Please count every line of the following material that holds "Социалистическая" and give the total alone.

-=-=-=-=-

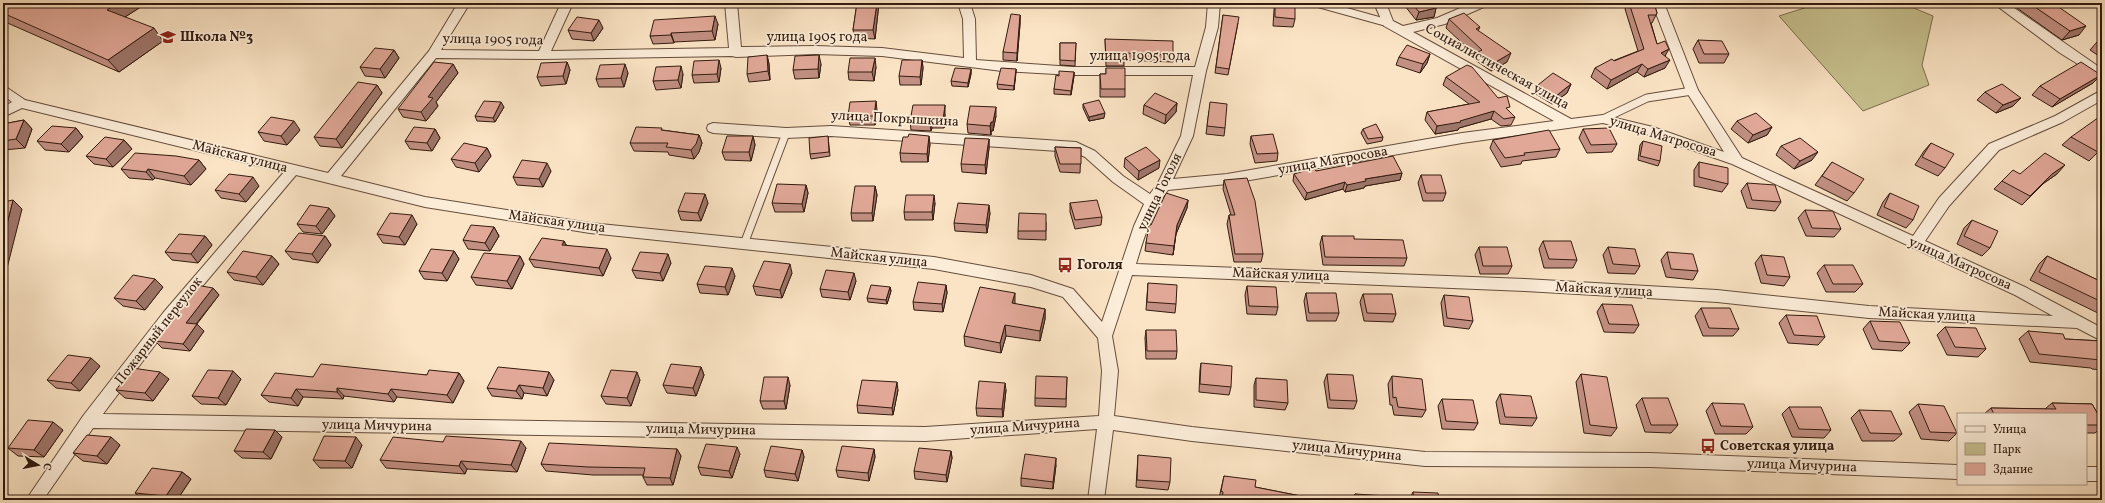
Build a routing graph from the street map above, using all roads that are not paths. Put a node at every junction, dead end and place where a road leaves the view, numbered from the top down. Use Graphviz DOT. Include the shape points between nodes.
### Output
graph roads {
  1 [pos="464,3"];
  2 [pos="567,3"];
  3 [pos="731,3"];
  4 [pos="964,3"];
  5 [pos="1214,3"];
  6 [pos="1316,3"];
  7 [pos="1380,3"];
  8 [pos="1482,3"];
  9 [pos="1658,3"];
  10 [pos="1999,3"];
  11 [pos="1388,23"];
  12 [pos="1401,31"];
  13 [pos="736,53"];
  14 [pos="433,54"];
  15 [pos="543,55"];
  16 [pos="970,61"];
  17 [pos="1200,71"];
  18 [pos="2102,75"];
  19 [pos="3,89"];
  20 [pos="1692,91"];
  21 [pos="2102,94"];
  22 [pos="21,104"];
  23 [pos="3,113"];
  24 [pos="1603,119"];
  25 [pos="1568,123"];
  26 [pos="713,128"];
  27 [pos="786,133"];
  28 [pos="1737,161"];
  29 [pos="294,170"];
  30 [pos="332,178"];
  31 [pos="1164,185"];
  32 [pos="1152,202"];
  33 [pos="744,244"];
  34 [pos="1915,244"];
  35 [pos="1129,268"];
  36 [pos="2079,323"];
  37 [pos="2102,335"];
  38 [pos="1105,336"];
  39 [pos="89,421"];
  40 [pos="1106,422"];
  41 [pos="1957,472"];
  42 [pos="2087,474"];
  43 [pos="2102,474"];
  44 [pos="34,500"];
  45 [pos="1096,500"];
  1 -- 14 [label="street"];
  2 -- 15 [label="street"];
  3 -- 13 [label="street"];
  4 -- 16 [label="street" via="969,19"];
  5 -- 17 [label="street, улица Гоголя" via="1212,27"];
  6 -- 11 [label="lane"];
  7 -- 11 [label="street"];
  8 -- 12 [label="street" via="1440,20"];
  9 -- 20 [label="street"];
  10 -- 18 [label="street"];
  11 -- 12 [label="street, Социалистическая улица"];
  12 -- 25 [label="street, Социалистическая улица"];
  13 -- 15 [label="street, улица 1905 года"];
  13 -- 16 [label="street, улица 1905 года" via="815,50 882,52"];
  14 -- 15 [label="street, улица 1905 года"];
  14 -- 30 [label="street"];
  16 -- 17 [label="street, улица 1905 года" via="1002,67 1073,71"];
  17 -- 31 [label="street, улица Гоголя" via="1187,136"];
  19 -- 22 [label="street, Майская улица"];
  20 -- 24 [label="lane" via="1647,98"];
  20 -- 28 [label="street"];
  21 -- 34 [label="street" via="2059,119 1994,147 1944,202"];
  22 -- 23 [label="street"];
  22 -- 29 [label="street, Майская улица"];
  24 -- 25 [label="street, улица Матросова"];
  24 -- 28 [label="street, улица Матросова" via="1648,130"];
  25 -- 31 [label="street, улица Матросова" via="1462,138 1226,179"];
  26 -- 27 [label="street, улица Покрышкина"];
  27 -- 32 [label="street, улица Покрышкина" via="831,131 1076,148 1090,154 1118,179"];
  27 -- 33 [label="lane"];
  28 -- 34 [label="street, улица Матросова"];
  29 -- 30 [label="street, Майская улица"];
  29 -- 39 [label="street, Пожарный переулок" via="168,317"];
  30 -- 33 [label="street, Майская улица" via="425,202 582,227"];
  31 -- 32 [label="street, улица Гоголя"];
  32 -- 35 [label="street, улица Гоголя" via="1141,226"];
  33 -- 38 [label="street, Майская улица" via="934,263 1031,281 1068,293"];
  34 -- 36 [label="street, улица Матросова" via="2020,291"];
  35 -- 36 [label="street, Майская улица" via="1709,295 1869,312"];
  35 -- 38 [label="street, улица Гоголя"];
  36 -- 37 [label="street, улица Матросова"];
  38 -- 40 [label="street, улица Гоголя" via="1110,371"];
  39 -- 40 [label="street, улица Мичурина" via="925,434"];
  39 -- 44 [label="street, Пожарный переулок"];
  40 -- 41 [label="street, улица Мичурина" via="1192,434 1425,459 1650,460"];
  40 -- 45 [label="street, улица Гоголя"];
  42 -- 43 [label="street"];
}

-=-=-=-=-

- **RESPONSE TO THE EXERCISE**: 2